Harav Dovid Cohen, in his sefer Ohel Dovid, makes a remarkable observation based on this Gemara, that suffering that leads to happier times is placed in a different category from regular yissurim.
Many events in Jewish history, when viewed with the clarity of distance, continue this trend.
Rabbi Akiva did not allow his horrible tragedy of the loss of his 24,000 talmidim and the conquest and torture by the Romans to stop him from building Torah. While living in a time of great loss, he found the strength to continuously rebuild and established some of the most essential foundations of Torah Sheb’al Peh.
The Tach v’Tat massacres of 1648-49 decimated much of Russian and Polish Jewry. At that time, the Torah infrastructure in those lands was destroyed and many Rabbanim were killed. Some Jews gave up and left the Jewish community. Rabbi Berel Wein has pointed out that it was against the backdrop of this destruction that individuals such as the Baal Shem Tov revitalized Torah. Although his Chassidic movement at that time was seen as a radical revolution, we can now see the critical role it played in revitalizing the Jewish world.

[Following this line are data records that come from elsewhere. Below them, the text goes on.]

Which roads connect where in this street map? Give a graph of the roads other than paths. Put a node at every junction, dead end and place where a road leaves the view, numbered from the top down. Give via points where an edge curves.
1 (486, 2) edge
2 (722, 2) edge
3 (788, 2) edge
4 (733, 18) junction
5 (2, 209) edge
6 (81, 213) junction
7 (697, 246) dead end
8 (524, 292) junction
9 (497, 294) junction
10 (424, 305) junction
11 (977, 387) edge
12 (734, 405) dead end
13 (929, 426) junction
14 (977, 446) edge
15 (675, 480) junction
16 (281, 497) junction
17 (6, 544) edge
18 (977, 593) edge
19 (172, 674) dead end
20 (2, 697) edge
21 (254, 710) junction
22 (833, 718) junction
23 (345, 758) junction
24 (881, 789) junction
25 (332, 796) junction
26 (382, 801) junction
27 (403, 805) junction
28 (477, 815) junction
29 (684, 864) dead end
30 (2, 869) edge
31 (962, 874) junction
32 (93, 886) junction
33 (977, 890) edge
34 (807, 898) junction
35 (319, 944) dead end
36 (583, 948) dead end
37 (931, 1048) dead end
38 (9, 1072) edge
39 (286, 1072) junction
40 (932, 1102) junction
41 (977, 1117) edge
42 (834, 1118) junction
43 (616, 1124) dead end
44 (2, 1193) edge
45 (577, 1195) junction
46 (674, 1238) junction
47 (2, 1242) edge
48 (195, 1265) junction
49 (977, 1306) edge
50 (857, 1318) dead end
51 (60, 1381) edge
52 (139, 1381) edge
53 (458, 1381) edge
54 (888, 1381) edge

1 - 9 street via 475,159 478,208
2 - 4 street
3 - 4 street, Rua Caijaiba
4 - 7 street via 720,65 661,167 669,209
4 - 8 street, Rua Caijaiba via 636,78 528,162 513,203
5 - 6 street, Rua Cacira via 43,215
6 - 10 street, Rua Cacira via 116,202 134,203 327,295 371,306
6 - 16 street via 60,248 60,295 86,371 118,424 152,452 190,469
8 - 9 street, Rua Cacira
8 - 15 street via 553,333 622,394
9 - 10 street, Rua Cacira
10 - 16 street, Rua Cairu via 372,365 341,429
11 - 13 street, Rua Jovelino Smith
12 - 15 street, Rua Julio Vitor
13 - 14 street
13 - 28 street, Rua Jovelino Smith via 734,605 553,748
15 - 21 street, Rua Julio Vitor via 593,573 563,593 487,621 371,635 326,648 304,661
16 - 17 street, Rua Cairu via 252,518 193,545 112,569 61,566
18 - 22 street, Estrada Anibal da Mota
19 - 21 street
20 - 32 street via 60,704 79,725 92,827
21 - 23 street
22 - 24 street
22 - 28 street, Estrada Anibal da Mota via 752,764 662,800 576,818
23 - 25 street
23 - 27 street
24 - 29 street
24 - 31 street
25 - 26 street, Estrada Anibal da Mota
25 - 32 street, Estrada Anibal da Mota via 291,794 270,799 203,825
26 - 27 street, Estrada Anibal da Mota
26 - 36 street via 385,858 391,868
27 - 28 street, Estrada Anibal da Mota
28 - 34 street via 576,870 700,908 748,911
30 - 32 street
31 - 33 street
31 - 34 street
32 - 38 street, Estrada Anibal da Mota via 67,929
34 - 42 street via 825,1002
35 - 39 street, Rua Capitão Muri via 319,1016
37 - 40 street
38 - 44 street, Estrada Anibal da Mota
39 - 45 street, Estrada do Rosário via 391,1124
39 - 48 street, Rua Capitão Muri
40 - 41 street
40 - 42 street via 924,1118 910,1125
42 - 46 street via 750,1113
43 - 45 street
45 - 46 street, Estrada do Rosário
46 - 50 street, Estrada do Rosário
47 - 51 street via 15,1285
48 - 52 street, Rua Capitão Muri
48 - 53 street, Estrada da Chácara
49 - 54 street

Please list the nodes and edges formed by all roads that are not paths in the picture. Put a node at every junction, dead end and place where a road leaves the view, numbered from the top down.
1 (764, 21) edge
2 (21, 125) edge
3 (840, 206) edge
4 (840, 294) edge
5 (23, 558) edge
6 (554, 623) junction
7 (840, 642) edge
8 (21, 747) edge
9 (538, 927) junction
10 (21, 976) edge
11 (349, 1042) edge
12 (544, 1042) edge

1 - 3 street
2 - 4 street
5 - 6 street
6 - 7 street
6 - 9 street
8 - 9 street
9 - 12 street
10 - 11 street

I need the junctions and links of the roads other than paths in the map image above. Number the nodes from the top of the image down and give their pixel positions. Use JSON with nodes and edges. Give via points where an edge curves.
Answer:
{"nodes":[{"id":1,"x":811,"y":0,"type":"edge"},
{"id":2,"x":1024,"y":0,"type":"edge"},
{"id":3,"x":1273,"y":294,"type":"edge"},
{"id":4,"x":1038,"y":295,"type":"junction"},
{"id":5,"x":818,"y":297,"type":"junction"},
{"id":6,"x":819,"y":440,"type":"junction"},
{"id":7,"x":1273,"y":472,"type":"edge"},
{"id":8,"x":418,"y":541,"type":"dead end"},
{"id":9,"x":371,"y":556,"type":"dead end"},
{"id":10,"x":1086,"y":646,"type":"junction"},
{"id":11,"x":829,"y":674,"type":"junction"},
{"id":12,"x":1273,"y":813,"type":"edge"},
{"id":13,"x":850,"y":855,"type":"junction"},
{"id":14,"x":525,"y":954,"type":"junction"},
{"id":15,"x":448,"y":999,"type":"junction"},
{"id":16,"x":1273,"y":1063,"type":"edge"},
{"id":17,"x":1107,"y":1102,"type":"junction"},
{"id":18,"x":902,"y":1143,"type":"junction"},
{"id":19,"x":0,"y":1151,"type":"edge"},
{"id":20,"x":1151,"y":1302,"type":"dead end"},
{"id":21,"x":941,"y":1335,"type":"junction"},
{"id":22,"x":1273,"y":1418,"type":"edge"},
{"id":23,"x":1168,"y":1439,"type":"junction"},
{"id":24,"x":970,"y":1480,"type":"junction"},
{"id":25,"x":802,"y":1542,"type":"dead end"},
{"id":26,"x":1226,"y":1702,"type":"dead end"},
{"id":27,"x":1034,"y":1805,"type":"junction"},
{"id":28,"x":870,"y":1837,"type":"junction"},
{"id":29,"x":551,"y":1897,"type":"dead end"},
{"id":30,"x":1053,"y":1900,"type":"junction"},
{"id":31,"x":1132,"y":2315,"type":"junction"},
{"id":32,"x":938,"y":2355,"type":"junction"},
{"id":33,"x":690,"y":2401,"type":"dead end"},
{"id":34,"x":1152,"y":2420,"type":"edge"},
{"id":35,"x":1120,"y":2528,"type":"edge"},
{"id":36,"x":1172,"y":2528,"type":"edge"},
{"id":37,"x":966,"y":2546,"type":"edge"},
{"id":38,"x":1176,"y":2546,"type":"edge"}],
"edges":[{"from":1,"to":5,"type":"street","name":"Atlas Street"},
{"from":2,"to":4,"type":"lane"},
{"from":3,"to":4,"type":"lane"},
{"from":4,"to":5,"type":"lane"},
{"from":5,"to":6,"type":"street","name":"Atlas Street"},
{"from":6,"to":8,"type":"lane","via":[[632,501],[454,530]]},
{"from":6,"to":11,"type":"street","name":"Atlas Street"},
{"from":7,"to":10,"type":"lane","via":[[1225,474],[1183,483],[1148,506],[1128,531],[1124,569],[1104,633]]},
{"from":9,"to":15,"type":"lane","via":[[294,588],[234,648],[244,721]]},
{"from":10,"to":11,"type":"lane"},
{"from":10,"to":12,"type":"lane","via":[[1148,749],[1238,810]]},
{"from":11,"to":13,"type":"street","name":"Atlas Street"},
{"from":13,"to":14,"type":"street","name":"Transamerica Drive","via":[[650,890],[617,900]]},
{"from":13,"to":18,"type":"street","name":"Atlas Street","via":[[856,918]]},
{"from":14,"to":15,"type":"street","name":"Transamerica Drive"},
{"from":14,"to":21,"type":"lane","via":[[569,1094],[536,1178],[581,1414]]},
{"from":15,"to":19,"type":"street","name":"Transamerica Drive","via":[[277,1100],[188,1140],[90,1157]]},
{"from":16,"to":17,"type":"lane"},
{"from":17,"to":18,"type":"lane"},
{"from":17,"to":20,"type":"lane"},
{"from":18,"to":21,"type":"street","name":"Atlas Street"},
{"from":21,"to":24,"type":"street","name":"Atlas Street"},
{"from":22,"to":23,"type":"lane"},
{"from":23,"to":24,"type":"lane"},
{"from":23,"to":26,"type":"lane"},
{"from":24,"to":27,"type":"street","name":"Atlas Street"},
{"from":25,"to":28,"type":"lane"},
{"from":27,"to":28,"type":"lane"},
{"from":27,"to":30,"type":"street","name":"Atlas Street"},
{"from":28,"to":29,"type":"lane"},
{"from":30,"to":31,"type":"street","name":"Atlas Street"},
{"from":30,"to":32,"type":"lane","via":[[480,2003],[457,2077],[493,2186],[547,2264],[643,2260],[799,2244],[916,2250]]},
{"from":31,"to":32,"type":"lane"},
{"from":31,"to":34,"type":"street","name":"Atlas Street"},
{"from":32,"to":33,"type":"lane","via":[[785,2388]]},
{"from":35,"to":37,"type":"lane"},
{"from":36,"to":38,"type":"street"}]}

Similarly, out of the spiritual upheaval brought by haskalah, the Lithuanian yeshivah system and subsequently the Mussar movement all served to fill the void left by destructive forces, creating something beautiful and eternal.
These events, and indeed all of our history, can never be judged at the time by only looking at the suffering we bore. It is only after a long period of time that we can truly characterize these events. With every tragedy, we don’t know whether the events will be considered the suffering of Iyov, which did not lead to growth, or whether they are similar to those of Rus, and are the catalyst for a brighter future.
Perhaps, even during this time of suffering, we can hold on to hope. We can take the message of Chazal and know that no suffering is truly judged in the here and now, but rather can only be assessed when considering what comes out from it. In cases when Klal Yisrael changes positively from their suffering, those events are not classified as a pure tragedy but are rather seen in the greater context of our history. Individuals who responded and instituted necessary changes to help Klal Yisrael survive are remembered for how they helped shape Klal Yisrael’s future.
While specific answers are not for me to provide, the time seems ripe to consider questions that have surfaced during this seemingly endless quarantine. What have we learned about our family life and the value of quality time spent together? How should we as Jews use this time to forge a new culture in our shuls when we return to them, and our simchos? How can we continue to seek creative ways to disseminate and connect to limud haTorah? These are just a few of the many questions that can be asked.
With the help of Hashem, we will rise to these challenges. We can all hope and pray that one day we will have the opportunity to look back at this difficult time with a new perspective and see it not only for its tragedies, but for the fruits they bore. In that way we will become like Rus, whose life led to Geulah, and our introspection and growth will bring the Geulah as well.
Rabbi Yerachmiel Garfield is the Head of School at the rapidly growing Yeshivah Torat Emet in Houston, Texas.